The 4 Hour Work Week: how it changed my life in 2 hrs (+ review)

4 Hour Work Week Book Cover

Reading “The 4 Hour Work Week” is like having Tim Ferriss grab you by the hair, shake you, and say WHAT IS WRONG WITH YOU!?! YOU NEED TO USE THESE TIPS TO BE MORE EFFICIENT!!

Also, the tips work. GTD fans, entrepreneurs, and basically anyone who reads will learn tons from The 4-Hour Workweek.

I absolutely loved this book. In fact, within 2 hours of reading it, I had completely changed the way I handle email — and I already thought I was efficient.

Three days later, I had changed the way I handle followups and meetings. The book is about creating an infrastructure so you can work only 4 hours a week (a colorful metaphor) and use your time to serve you, instead of the other way around.

 

The 4 Hour Work Week: My biggest takeaways

Tim’s insights about email, outsourcing, and business use take it to a new extreme.

For example, he suggest checking your email twice a day. Now, I’ve heard this suggestion before, but usually it was a failure of the last mile for me: I didn’t know where to start.

Tim goes the extra step and provides the text of the auto-response email he uses, which basically says ‘I check my email infrequently, so here’s an FAQ you can read that will probably answer your questions. Otherwise, here’s my phone number, or be patient and I’ll get back to you.’

And, in the smartest line in the book, his autoresponder includes this line: “Thank you for understanding this move to more efficiency and effectiveness. It helps me accomplish more to serve you more.”

Who could argue with that?

Do you remember when I described how I set up my financial accounts? That article was one of my most popular because it described, step-by-step, how my personal-finance infrastructure worked.

Tim describes that for his entire working style, including something fascinating I had never really considered: virtual admins.

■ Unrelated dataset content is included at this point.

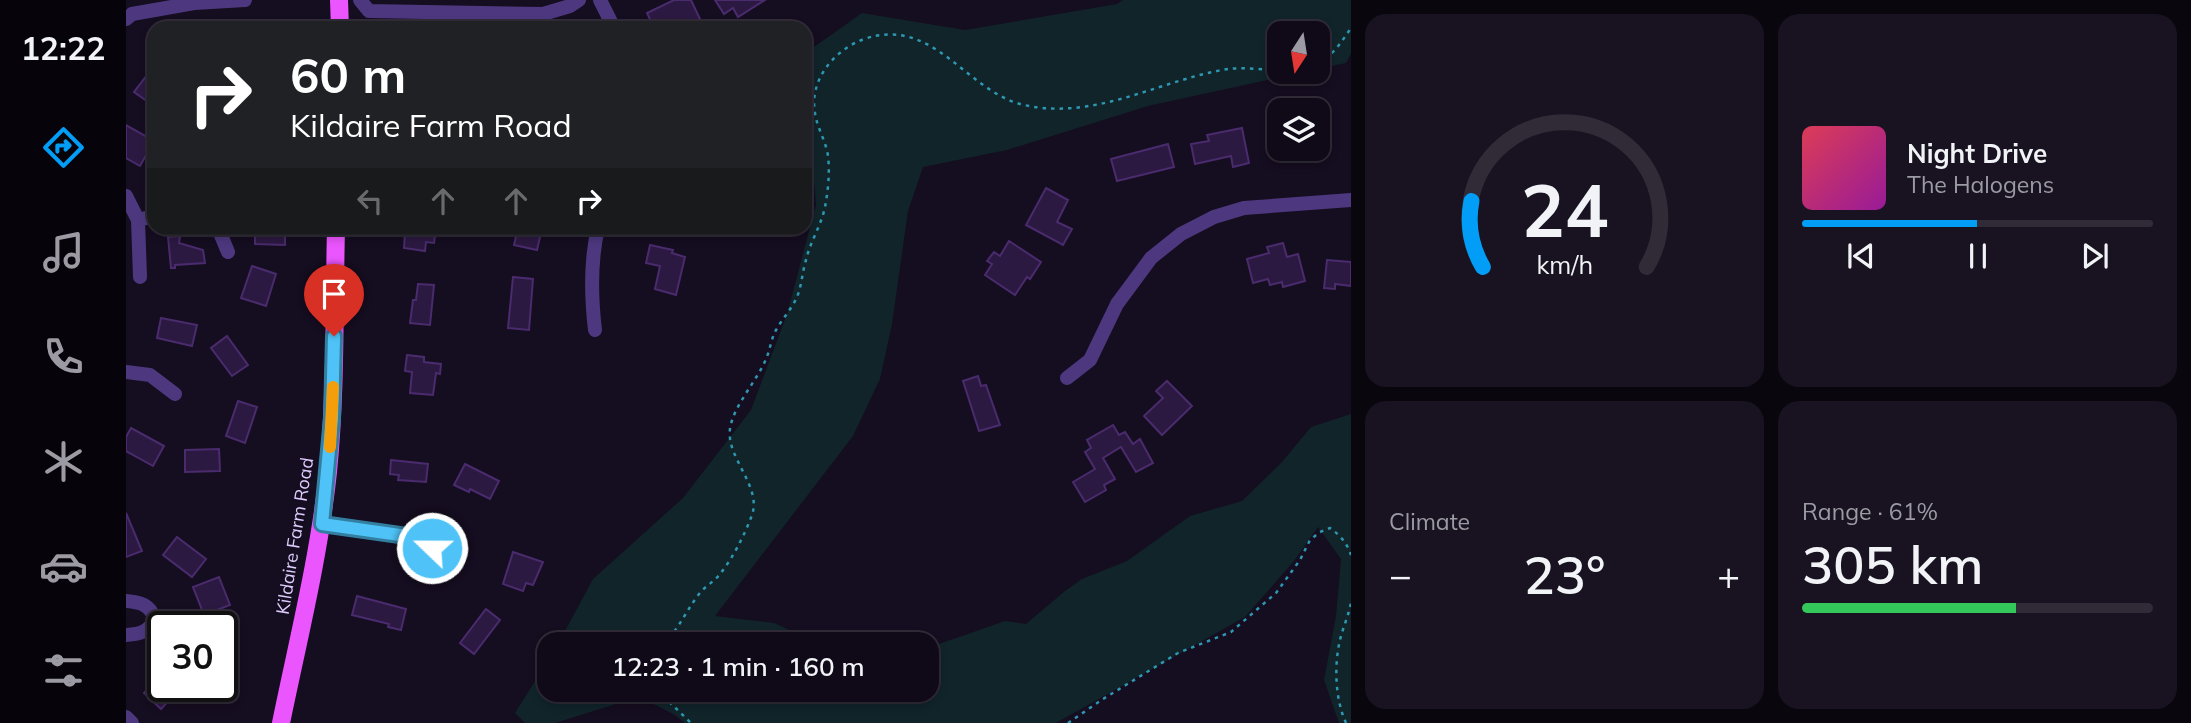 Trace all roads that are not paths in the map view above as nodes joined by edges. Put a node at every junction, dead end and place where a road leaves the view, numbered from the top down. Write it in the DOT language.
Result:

He uses multiple virtual admins from around the world. As he writes, “Indian and Chinese VAs…will run $4-$15 per hour, the lower end being limited to simple tasks and the higher end including the equivalent of Harvard or Stanford M.B.A.s and Ph.D.s.”

Then he goes on to describe exactly how to work with virtual admins, including how to give instruction, how to pick the best ones, and — this goes the extra mile — the best URLs for finding virtual admins.

Why would you need a virtual admin? Think about all the mindless things you do every month: Booking reservations, calling up Wells Fargo to question some account activity, researching some minor point, writing a complaint letter, proofreading, scheduling, reminders, and more.

Frankly, when I first thought about it, it sounded ridiculous. But then I thought about things like scheduling things and dealing with tons of tiny requests every month (“Fix that typo on that site!”), I realized how great it would be to be able to just send a quick email to a virtual admin to handle it — especially if they were good. This advice (and the links provided to the best admin sites) are worth the price of the book alone.

Other key insights from The 4 Hour Work Week

There’s even more in “The 4 Hour Work Week.” Here are some the other key insights I took away:

  • “Don’t ever arrive at the office or in front of your computer without a clear list of priorities. You’ll just read unassociated e-mail and scramble your brain for the day.” (This alone has saved me about 35 hours since I finished the book 2 weeks ago.)
  • “Being busy is a form of laziness–lazy thinking and indiscriminate action”
  • How to end a meeting on time
  • How to convince your boss to let you work at home on Fridays
  • And a great lesson he illustrates:

My final thoughts on The Four Hour Work Week

Tim’s resume is unique – he’s a Guinness record-holder in Tango, a national champion in kickboxing, and runs a business that makes supplements.

I’ve met him and I liked him. Also, even though this book is in some ways opposite of my philosophies on personal finance — he’s not a big fan of saving for retirement — I have to respect him for thinking through his position and teaching me concrete things that I put to work within a matter of hours.

He embraces entrepreneurship and uses the book to share street-smart tips for simplifying your life, automating your work, being more effective with your email/communications, cutting down on interruptions, and using your time to actually achieve something meaningful.

I can’t recommend this book enough. In fact, if the highest praise you can give a book is that you changed the way you do things because of it, then this book gets a great review.